■ What to produce
Please report, as a single number, how many lines in the entries include the string "nodes".

───── Records provided

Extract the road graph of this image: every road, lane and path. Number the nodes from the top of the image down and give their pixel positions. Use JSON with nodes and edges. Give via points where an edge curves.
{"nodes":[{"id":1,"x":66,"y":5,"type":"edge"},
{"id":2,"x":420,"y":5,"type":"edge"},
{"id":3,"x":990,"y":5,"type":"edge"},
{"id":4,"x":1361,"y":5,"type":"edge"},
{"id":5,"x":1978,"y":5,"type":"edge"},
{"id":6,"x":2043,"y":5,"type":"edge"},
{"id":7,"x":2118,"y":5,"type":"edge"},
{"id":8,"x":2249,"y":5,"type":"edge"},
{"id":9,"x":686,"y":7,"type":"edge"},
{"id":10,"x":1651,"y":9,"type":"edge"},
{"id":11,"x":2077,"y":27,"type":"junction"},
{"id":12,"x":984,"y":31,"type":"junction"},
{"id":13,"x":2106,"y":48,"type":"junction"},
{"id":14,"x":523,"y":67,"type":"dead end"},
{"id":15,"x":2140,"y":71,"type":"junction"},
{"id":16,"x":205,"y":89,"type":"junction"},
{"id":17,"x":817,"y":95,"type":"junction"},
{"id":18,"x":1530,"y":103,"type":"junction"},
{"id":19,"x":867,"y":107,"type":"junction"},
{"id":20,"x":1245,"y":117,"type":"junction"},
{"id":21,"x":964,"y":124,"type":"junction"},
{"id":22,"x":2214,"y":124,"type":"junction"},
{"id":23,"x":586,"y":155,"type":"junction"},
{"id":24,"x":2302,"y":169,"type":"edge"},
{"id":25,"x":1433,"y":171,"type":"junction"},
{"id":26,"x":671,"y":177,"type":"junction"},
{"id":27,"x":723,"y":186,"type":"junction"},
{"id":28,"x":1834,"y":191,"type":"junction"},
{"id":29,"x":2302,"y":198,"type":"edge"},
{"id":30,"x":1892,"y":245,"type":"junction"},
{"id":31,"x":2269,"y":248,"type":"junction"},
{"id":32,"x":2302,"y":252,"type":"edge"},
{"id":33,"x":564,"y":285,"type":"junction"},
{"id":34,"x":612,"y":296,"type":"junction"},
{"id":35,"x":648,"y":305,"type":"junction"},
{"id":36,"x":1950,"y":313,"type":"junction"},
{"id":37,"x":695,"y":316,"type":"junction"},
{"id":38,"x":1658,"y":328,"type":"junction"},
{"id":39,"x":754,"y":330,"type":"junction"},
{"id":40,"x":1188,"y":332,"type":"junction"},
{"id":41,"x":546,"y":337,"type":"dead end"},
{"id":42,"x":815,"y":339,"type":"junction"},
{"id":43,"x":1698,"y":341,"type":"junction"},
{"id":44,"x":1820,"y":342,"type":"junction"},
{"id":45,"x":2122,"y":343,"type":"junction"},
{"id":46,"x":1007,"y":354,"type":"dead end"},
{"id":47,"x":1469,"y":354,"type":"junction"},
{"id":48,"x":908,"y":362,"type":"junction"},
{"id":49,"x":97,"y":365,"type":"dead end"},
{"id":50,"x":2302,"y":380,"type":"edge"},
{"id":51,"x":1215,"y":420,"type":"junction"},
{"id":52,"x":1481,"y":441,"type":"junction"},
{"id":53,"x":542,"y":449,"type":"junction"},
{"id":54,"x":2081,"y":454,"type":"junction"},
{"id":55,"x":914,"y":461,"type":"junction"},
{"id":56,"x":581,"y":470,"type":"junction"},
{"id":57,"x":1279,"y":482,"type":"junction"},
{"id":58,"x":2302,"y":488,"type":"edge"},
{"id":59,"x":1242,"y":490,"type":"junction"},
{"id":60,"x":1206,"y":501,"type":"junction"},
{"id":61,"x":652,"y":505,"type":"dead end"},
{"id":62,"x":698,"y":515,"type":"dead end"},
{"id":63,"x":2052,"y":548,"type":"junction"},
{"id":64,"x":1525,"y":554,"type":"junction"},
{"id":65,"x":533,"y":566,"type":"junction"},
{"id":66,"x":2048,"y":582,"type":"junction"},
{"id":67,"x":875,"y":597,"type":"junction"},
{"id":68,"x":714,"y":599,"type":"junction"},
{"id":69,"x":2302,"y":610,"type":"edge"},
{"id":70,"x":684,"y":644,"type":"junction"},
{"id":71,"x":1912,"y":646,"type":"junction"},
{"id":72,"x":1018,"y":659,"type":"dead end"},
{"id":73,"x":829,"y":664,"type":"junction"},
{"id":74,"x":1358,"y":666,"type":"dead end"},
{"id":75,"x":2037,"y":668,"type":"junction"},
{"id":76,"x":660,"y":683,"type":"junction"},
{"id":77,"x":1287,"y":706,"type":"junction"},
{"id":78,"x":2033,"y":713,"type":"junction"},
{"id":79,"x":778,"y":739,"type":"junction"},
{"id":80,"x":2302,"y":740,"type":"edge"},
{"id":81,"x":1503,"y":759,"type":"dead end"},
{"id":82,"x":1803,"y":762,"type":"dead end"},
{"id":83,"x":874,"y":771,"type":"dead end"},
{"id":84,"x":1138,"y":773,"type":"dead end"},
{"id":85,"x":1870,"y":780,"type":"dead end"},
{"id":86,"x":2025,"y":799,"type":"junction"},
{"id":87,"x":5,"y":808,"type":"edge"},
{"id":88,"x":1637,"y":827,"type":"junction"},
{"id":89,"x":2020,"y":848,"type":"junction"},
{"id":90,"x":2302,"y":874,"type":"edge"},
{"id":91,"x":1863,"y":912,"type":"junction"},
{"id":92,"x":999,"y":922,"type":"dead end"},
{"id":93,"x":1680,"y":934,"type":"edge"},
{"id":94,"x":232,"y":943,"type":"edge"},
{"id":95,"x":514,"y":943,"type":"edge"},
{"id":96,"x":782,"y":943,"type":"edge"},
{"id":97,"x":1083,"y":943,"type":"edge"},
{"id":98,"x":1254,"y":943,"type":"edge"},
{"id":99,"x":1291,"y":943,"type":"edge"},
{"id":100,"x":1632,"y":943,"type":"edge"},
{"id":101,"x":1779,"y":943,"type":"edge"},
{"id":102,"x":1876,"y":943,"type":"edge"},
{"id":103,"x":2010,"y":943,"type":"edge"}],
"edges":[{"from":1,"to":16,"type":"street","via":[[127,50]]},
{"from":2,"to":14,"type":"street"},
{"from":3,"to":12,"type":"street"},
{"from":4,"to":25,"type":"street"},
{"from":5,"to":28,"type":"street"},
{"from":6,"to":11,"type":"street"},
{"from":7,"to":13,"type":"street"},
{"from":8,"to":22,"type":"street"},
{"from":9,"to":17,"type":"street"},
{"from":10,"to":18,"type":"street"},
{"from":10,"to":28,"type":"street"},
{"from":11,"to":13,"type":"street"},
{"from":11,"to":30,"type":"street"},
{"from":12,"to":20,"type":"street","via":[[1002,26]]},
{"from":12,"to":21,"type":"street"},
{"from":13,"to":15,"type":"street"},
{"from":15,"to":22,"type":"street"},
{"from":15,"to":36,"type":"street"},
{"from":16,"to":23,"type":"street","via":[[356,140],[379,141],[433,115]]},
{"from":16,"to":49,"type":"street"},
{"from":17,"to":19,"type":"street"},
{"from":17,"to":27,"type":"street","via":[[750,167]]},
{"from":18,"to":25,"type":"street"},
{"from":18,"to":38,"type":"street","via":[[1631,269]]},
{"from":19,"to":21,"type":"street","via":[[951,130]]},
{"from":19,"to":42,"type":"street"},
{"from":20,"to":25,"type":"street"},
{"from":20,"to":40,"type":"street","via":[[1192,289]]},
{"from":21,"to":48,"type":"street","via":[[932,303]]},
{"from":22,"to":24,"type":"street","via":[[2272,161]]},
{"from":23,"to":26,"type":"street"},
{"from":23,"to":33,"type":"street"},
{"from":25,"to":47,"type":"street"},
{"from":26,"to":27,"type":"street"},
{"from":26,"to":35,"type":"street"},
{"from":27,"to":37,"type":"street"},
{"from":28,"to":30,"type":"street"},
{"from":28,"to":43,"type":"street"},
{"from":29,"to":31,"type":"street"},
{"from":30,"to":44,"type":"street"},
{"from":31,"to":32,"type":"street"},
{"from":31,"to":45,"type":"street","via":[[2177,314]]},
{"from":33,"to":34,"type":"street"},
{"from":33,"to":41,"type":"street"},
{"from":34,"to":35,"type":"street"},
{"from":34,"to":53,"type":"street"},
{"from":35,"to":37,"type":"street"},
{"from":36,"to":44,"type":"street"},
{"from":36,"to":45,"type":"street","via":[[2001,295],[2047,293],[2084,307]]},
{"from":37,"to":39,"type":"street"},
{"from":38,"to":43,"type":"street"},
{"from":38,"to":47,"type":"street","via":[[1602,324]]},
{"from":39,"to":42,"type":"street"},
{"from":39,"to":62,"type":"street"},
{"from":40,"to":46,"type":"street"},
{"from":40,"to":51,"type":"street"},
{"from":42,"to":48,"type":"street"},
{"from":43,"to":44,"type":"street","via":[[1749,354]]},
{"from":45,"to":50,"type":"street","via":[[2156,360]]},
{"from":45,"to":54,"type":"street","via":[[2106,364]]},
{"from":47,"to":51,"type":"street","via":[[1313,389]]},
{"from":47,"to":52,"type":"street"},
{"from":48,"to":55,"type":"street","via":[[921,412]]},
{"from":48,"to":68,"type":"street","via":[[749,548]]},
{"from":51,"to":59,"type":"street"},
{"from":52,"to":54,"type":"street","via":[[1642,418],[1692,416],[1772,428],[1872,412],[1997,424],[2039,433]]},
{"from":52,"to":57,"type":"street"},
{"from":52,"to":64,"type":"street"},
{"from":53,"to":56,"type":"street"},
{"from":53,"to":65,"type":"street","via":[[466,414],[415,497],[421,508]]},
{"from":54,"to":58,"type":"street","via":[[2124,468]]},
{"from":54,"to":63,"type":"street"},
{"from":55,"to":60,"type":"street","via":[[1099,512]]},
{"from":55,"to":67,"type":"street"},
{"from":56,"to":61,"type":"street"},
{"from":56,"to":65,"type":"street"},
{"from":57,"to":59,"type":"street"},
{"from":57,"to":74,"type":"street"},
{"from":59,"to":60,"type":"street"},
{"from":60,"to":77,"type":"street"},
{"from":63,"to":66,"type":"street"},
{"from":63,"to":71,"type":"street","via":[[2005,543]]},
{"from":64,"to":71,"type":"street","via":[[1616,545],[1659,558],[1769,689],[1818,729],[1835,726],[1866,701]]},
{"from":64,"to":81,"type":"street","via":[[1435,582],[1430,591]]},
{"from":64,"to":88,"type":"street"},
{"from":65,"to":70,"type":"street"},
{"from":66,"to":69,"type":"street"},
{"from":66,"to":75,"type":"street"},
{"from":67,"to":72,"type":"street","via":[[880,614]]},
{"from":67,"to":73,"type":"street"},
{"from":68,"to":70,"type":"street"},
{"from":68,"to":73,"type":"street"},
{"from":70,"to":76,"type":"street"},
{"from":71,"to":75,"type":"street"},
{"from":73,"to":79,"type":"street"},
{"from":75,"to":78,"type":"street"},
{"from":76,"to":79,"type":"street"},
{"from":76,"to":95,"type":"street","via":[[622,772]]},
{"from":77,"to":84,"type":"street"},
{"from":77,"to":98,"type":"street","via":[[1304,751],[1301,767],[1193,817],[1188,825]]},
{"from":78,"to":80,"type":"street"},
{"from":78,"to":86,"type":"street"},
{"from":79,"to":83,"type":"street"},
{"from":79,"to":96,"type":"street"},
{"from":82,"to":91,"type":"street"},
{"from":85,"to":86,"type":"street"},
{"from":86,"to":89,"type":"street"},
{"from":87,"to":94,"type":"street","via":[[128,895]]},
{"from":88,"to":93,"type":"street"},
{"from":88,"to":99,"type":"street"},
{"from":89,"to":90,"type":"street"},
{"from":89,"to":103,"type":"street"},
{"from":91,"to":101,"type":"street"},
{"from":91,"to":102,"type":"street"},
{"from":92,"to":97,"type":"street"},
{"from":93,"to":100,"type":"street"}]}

──────────

■ Written answer
2